━━━ Provided records

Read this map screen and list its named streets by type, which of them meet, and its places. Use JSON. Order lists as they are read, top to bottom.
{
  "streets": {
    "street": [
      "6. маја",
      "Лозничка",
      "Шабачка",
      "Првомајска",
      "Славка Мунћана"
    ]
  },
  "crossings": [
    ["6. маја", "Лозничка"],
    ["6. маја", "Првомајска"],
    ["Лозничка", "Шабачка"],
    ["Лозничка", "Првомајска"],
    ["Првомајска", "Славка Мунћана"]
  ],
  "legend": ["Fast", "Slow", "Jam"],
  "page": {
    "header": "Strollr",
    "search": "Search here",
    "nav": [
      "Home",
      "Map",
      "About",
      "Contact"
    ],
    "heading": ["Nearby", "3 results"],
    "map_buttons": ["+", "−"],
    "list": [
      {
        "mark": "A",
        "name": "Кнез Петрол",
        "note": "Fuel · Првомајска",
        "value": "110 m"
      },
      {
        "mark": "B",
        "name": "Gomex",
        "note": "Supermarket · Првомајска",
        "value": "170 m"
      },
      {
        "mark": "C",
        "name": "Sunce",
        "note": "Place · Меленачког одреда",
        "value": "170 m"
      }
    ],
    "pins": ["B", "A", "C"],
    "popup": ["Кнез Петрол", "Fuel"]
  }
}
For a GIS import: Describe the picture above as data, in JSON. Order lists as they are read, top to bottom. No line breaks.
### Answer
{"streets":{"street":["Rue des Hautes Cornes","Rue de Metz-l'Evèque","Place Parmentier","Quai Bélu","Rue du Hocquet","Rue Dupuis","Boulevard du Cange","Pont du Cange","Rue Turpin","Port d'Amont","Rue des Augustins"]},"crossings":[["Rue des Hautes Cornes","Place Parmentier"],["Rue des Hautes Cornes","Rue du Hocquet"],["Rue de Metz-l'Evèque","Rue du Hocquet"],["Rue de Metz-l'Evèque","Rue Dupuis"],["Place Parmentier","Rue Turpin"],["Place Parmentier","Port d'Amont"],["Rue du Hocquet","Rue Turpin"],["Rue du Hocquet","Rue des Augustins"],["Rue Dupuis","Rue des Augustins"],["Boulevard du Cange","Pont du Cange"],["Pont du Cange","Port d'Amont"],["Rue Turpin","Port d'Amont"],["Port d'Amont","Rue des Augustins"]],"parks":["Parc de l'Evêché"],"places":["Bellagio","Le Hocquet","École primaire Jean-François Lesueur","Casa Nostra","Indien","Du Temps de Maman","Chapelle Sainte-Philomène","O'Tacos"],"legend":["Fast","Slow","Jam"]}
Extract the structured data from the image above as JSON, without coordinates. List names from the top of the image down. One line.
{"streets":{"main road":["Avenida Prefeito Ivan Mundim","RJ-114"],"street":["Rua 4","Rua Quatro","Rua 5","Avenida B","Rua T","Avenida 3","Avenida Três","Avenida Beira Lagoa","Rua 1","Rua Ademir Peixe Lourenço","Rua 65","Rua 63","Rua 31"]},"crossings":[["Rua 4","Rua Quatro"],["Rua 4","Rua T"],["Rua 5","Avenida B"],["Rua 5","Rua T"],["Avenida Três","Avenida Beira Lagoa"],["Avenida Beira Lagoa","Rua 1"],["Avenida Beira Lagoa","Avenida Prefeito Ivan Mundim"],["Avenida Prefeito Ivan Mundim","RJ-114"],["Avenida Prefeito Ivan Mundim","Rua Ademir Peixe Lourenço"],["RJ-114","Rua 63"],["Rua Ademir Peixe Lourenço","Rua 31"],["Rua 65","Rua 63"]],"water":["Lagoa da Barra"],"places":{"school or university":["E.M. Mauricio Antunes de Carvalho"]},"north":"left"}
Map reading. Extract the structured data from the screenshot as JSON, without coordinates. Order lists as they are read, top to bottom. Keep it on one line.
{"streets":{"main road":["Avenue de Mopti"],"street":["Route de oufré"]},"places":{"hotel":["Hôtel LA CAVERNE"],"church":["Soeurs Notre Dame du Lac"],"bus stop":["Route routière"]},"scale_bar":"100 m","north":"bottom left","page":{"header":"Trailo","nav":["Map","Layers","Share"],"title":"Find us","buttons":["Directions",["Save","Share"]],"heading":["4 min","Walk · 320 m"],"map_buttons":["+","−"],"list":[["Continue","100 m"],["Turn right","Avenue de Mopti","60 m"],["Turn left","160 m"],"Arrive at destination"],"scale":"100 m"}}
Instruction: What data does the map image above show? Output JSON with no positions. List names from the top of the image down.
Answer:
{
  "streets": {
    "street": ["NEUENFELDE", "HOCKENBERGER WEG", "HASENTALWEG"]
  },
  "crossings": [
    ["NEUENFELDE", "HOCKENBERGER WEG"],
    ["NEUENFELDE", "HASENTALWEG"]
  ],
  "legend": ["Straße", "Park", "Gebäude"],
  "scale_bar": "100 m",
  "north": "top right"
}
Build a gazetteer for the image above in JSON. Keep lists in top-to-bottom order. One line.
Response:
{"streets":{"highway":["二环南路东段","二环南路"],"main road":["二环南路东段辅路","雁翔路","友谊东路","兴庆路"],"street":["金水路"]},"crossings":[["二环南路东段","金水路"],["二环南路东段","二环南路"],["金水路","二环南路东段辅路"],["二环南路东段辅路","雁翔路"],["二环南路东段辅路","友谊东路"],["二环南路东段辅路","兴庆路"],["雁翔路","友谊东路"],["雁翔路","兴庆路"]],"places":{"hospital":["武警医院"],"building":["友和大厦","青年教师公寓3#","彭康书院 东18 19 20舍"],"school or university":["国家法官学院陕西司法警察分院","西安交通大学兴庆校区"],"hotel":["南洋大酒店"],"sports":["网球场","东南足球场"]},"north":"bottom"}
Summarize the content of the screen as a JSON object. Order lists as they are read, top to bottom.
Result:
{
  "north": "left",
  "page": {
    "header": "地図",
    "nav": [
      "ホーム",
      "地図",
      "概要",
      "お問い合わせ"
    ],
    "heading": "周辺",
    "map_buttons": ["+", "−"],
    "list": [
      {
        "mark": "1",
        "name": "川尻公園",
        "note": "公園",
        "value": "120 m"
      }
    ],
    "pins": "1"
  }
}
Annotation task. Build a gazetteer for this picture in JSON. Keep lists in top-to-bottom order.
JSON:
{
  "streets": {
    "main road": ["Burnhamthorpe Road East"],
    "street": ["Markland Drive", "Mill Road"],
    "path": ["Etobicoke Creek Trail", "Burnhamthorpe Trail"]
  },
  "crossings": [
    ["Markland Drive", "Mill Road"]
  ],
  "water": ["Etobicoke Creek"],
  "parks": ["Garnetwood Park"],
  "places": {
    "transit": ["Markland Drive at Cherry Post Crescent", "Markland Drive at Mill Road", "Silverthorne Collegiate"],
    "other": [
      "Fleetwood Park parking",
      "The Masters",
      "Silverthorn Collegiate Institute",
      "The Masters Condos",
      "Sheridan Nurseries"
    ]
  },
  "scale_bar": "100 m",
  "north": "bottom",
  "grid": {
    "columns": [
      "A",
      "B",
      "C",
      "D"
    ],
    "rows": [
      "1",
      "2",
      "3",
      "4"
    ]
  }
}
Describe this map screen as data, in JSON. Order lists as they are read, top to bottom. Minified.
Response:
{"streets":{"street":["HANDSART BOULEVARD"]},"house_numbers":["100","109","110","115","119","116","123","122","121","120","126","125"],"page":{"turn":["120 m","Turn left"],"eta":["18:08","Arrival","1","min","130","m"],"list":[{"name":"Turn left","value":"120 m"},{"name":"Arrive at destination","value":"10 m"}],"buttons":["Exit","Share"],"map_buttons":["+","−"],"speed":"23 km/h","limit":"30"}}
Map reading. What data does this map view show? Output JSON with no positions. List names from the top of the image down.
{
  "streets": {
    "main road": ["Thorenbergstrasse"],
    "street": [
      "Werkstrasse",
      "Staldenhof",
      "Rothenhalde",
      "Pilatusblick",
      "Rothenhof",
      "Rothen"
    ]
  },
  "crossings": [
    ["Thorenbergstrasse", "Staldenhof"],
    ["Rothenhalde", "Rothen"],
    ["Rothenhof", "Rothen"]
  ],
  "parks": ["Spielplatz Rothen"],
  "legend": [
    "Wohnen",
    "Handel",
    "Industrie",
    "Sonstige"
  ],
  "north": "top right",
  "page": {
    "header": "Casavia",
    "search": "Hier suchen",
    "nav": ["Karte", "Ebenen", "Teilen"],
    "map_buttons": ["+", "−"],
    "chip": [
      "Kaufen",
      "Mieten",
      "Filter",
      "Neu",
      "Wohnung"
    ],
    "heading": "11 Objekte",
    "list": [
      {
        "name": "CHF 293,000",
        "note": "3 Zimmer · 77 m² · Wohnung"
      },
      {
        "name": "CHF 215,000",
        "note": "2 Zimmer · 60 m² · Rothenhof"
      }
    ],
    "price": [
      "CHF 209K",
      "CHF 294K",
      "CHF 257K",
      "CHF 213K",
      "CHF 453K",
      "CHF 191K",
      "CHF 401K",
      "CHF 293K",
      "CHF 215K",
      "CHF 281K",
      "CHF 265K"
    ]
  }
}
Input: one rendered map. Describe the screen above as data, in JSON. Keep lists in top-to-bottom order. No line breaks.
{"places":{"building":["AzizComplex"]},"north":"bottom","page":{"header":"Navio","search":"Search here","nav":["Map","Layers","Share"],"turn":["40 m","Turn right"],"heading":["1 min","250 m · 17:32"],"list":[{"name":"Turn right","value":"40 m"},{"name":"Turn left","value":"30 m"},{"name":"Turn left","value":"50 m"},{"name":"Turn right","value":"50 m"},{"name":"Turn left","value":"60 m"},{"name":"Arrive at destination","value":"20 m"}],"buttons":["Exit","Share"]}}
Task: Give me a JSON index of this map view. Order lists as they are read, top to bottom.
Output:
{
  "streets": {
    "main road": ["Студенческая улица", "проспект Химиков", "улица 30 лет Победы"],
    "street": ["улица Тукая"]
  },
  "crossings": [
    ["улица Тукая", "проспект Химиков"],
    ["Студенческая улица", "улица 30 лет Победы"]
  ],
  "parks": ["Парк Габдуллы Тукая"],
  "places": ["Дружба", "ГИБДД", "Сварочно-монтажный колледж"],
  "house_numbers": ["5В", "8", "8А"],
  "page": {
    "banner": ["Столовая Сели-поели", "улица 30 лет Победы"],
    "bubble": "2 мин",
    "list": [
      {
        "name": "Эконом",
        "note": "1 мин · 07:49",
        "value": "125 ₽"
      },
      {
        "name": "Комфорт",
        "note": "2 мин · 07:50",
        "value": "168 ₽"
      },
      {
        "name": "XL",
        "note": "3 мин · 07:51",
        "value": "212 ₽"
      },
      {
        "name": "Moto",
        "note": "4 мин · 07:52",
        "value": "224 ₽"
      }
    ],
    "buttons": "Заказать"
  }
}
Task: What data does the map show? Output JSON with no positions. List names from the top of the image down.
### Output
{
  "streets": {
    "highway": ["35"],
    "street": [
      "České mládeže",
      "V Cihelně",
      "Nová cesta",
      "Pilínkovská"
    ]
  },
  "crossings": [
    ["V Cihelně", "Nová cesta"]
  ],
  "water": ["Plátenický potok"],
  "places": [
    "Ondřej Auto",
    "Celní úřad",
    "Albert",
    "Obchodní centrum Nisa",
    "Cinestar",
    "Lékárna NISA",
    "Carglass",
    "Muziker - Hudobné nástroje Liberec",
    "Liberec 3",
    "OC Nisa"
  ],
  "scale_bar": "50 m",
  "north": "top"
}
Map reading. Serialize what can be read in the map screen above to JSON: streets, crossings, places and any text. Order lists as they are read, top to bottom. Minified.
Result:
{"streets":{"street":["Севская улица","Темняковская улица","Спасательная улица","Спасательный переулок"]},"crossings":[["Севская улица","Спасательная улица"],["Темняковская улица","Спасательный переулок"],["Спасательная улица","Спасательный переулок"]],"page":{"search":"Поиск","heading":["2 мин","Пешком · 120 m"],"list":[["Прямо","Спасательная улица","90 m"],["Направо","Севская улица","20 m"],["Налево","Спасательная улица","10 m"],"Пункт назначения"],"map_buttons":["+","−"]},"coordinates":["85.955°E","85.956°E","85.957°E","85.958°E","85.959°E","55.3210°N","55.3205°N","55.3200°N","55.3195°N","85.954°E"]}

━━━━━━

Directions ->
The number of lines containing "gazetteer" is all that is wanted; tally them in the data.

Answer section ->
2